İnsanlar konuşurken, düşünürken ve herhangi bir eylemde bulunurken her şeyi yorumlar. Zira yorumlama, içinde bulunduğumuz dünyayı algılamamızda bize yol gösterir. Okuduğumuz bir romandan bir karakter ile kendimizi eşleştirerek kendimizi ona yakın hissetmemiz, bu yorumlama yeteneğimiz sayesinde mümkün olur. Yorumlama edimimiz bir çeşit arayıştır.
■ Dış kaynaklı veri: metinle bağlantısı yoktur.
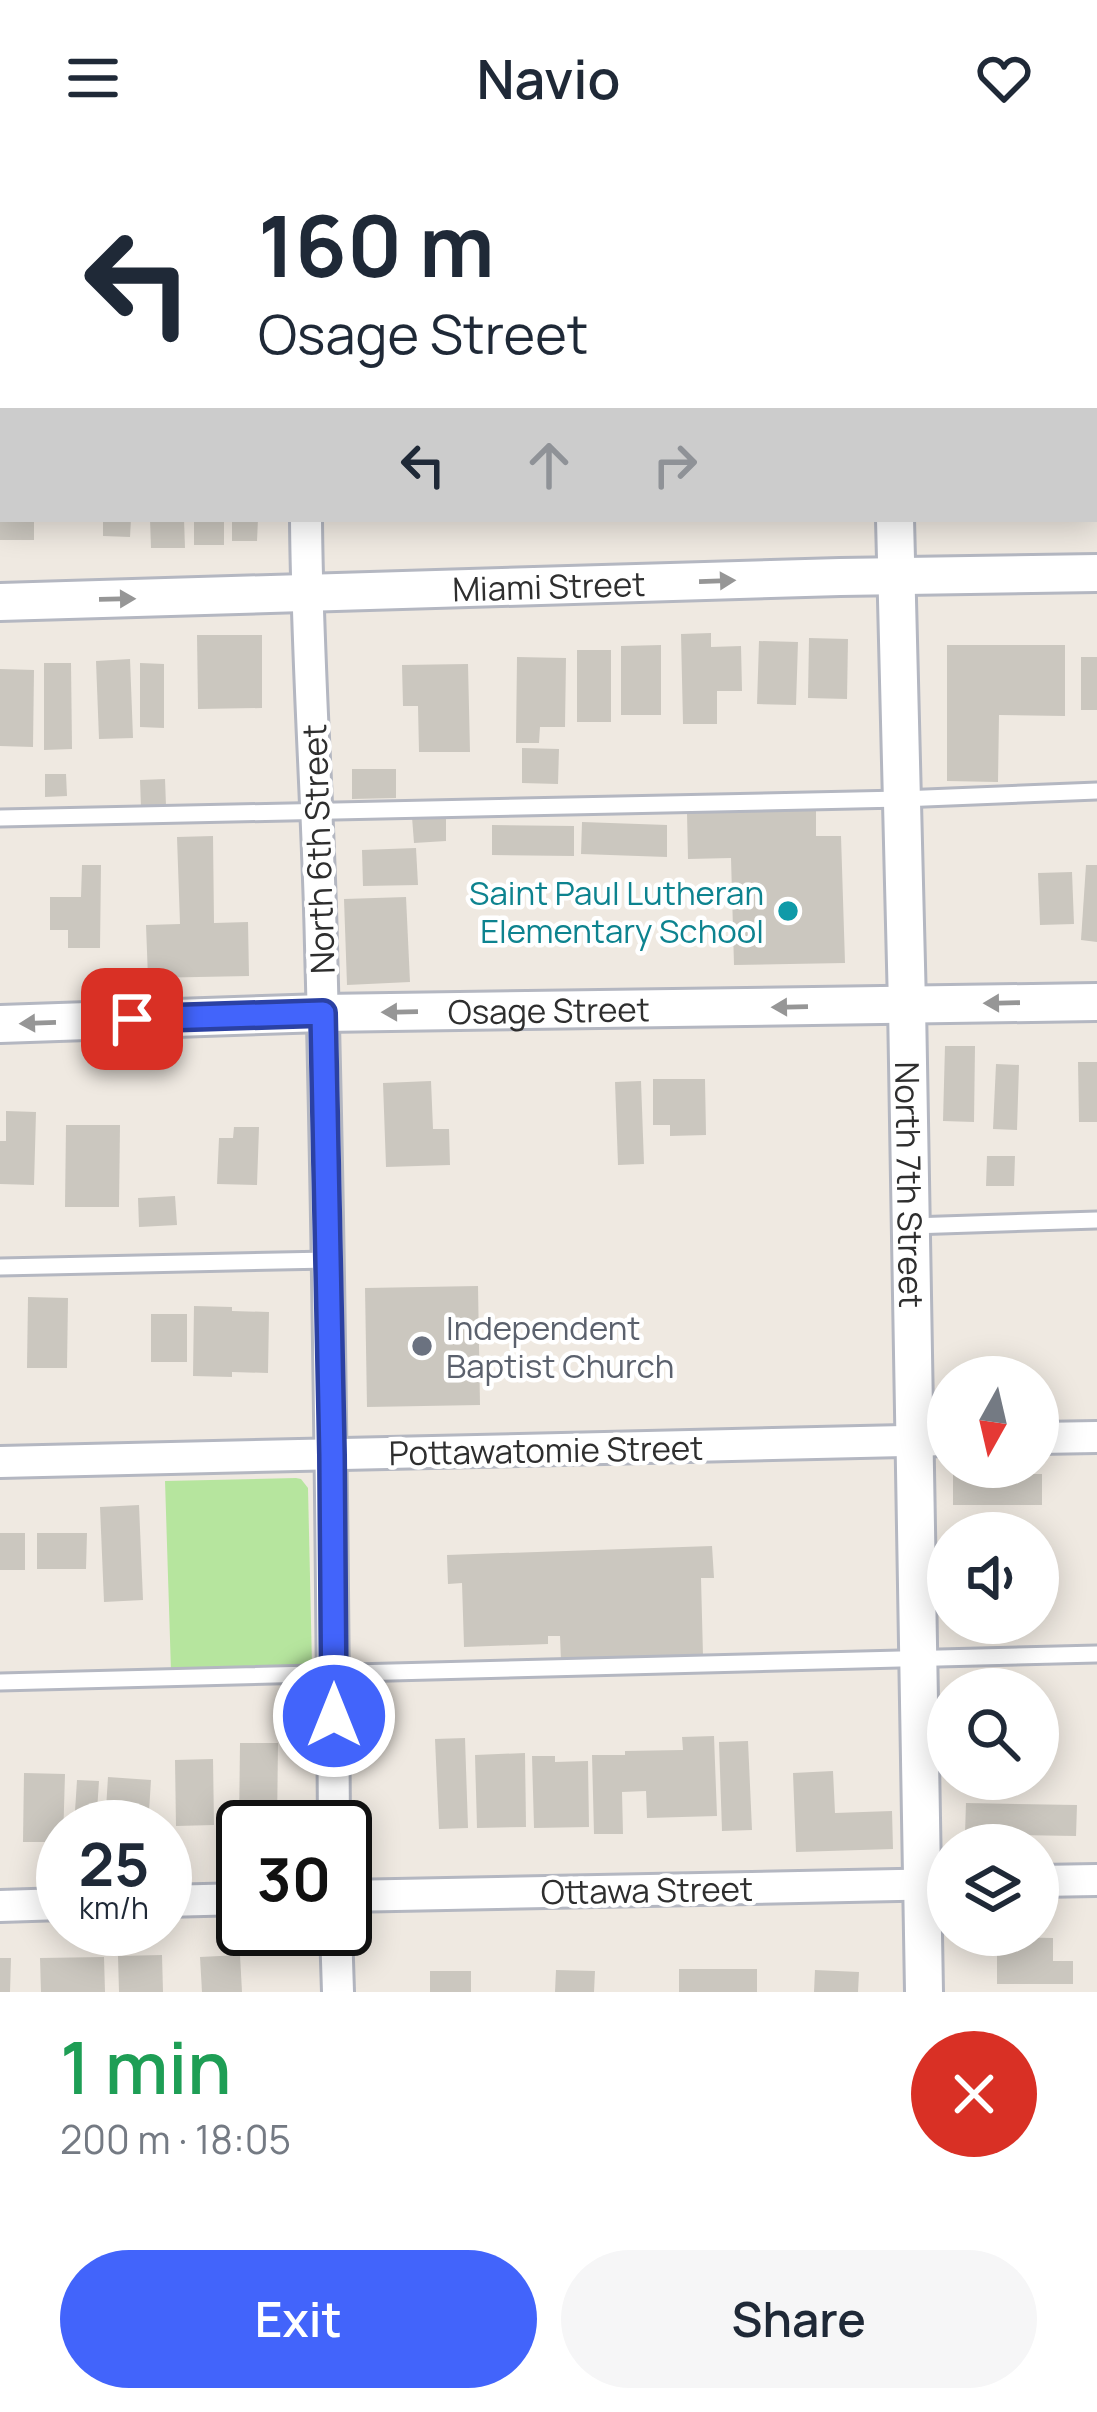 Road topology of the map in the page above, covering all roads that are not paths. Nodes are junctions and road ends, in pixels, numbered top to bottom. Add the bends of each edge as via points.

Bu arayışın her daim aktif olduğu göz önünde bulundurulursa, iletişimin önemli bir ögesi olan reklamların, hayatımızdaki önemi daha da belirginleşecektir. İnsanlar, gün içinde bilinçli ya da bilinçsiz karşı karşıya kaldığı tüm reklamları tekrar unutur. Ancak sık sık karşılaşılan bilinçsiz de olsa bu karşılaşmalar bir noktadan sonra o kişinin dünyasının bir parçası haline gelir ve yeni bir yorum olmaktan sıyrılarak hayatın bir parçası gibi kabul edilerek sıradanlaşır. Reklamların başarısı da buradan kaynaklanır. Hayatımızda böyle önemli bir rol oynayan reklamların üreticileri bu eylemlerinde elbette özgürdürler. Ancak reklamlarda insan onuru korunmak zorundadır. Bu savdan yola çıkarak bu çalışmanın amacı Türk ve Alman reklam metinlerinde kadınların nasıl ve hangi bağlamda aktarıldığını karşılaştırmaktır. Bu karşılaştırmada kaçınılmaz olarak resimler, semboller, renkler ve tüm bunların birbirleri ile beraber kullanımları, söz sanatları ve cümlelerden faydalanılacaktır. Dil karşılaştırması da sözcük seçimi, cümle dizimi, kullanılan sıfatlar ve isimler çerçevesinde şekillenecektir. İki dilde kullanılan kadın imgesine dair kullanılan her şey kuşkusuz ki, bu iki toplumdaki kadının sosyal konumunun belirlenmesinde yardımcı olacaktır. Böyle bir karşılaştırma çalışmasının amacı, birbirine herhangi bir yakınlığı olmayan bu iki dildeki kadın imgelerinin benzerlikleri, ortak noktaları ya da farklılıklarını kültürel ve dilsel düzlemde belirginleştirmektir.